Los efectos inflacionarios ocasionados por desequilibrios fiscales y monetarios no pueden ser contrarrestados con medidas administrativas. Es necesario un conjunto amplio de medidas, muy diferentes de las regulaciones y restricciones que contribuyeron a causar la crisis económica más devastadora y profunda ocurrida en América Latina.


Aunque las previsiones de inflación en Venezuela superan la barrera de diez millones por ciento para 2019, todavía hay quienes creen que los controles de precios ofrecen una solución «novedosa» para los problemas inflacionarios. Lo cierto es que tales controles forman parte de la historia de la humanidad desde los tiempos de Hammurabi y del antiguo Egipto (Butler y Schuettinger, 1979).

Latinoamérica cuenta con una larga experiencia en materia de congelamiento de precios y eliminación de la libre convertibilidad de divisas. Un ejemplo muy cercano es el amargo sabor que dejó entre los venezolanos el sistema Recadi durante el gobierno de Luis Herrera Campins. Décadas de historia han permitido a los economistas entender mejor el peligro letal que resulta abrigar la ilusión del control total de los precios.

Si bien es cierto que economistas de talla mundial como Taussig, J. K. Galbraith, Pigou, J. M. Keynes y Kalecki defendieron políticas de control de precios en sociedades sacudidas por las guerras mundiales, no lo es menos que sus opiniones diferían tan pronto sus estudios se centraban en sociedades bendecidas por tiempos de paz. Más aún, ninguno concibió el control de precios en los mismos términos de un líder autoritario o populista: como mecanismo de coerción política.
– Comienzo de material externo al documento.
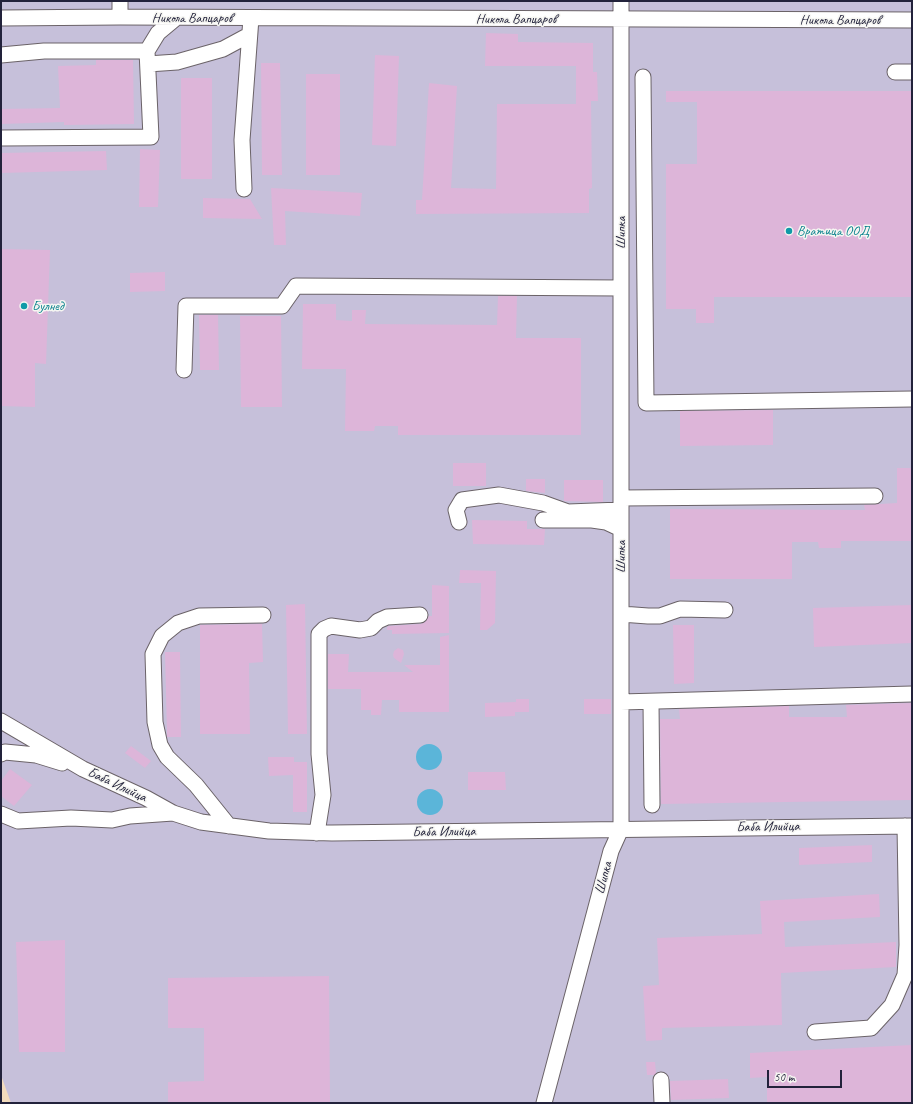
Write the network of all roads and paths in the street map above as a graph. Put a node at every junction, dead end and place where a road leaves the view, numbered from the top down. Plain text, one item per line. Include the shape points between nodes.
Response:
1 (120, 1) edge
2 (621, 1) edge
3 (120, 17) junction
4 (1, 18) edge
5 (176, 18) junction
6 (251, 18) junction
7 (621, 19) junction
8 (912, 20) edge
9 (249, 35) junction
10 (1, 55) edge
11 (148, 57) junction
12 (895, 72) dead end
13 (912, 72) edge
14 (643, 77) dead end
15 (1, 138) edge
16 (244, 189) dead end
17 (621, 288) junction
18 (184, 370) dead end
19 (912, 399) edge
20 (874, 496) dead end
21 (621, 504) junction
22 (543, 520) dead end
23 (459, 522) dead end
24 (621, 529) junction
25 (725, 610) dead end
26 (621, 614) junction
27 (263, 615) dead end
28 (420, 615) dead end
29 (912, 694) edge
30 (621, 702) junction
31 (651, 702) junction
32 (1, 721) edge
33 (1, 754) edge
34 (83, 769) junction
35 (652, 804) dead end
36 (173, 813) junction
37 (1, 814) edge
38 (229, 826) junction
39 (909, 826) edge
40 (621, 830) junction
41 (317, 833) junction
42 (815, 1032) dead end
43 (661, 1080) dead end
44 (544, 1103) edge
45 (662, 1103) edge

1 - 3 street
2 - 7 street, Шипка
3 - 4 street, Никола Вапцаров
3 - 5 street, Никола Вапцаров
5 - 6 street, Никола Вапцаров
5 - 11 street via 158,33
6 - 7 street, Никола Вапцаров
6 - 9 street
7 - 8 street, Никола Вапцаров
7 - 17 street, Шипка
9 - 11 street via 223,49 177,62
9 - 16 street via 242,140
10 - 11 street via 44,51
11 - 15 street via 151,137
12 - 13 street
14 - 19 street via 646,403
17 - 18 street via 296,286 282,306 186,306
17 - 21 street, Шипка
20 - 21 street
21 - 23 street via 568,512 543,503 499,495 462,500 456,510
21 - 24 street, Шипка
22 - 24 street via 592,520 606,522
24 - 26 street, Шипка
25 - 26 street via 680,609 660,616
26 - 30 street, Шипка
27 - 38 street via 199,616 178,623 162,636 153,654 155,722 160,745
28 - 41 street via 387,617 371,628 360,630 331,626 319,634 319,754 323,796
29 - 31 street
30 - 31 street
30 - 40 street, Шипка
31 - 35 street
32 - 34 street, Баба Илийца
33 - 34 street via 5,752 36,755
34 - 36 street, Баба Илийца
36 - 37 street via 112,820 71,818 18,821
36 - 38 street, Баба Илийца via 201,822
38 - 41 street, Баба Илийца
39 - 40 street, Баба Илийца
39 - 42 street via 905,975 892,1005 871,1028
40 - 41 street, Баба Илийца
40 - 44 street, Шипка via 611,851
43 - 45 street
En febrero de 2003 aparece en la Gaceta Oficial el primer decreto del chavismo en materia de controles. Transcurridos quince años de la regulación, y pulverizado el ingreso familiar por una irrefrenable hiperinflación, todavía hay quienes piensan que los controles de precios pueden resolver el problema inflacionario en Venezuela; eso sí, siempre y cuando sean complementados con acciones más punitivas y más novedosas. Más voluntad ―se piensa― es lo que se precisa; mayor amedrentamiento a los especuladores y acaparadores es lo que se necesita; más personas con buena fe y elevada moral es lo que hace falta. Pero está comprobado que los controles de este tipo crean nuevos incentivos que afianzan aún más la inestabilidad de los precios.

La tentación es atribuir a la «naturaleza egoísta de las personas» o a la falta de compromiso con las políticas públicas el fracaso de las políticas antiinflacionarias

Vencer la hidra de la hiperinflación no es tan sencillo como redactar y promulgar decretos, o solicitar en cadenas televisivas poderes especiales vía leyes habilitantes. Salir de un fenómeno monetario de gran inestabilidad y causante de expectativas negativas requiere un conjunto amplio de medidas, muy diferentes de las regulaciones y restricciones impuestas a los venezolanos, que han dado lugar a la crisis económica más devastadora y profunda de la que se tenga registro en América Latina.

¿Por qué no funcionan los controles?

Pretender que unos empleados públicos eliminen las prácticas de arbitraje mediante controles policiales, mayor vigilancia y leyes más estrictas equivale, en la práctica, al despropósito de exigir a un ingeniero civil construir una represa con palillos de dientes y goma de mascar. Quizá el «adefesio ingenieril» funcione durante un tiempo, pero no se precisa mayor conocimiento en física de materiales para saber que la presión del líquido terminará por quebrar la precariedad de la estructura.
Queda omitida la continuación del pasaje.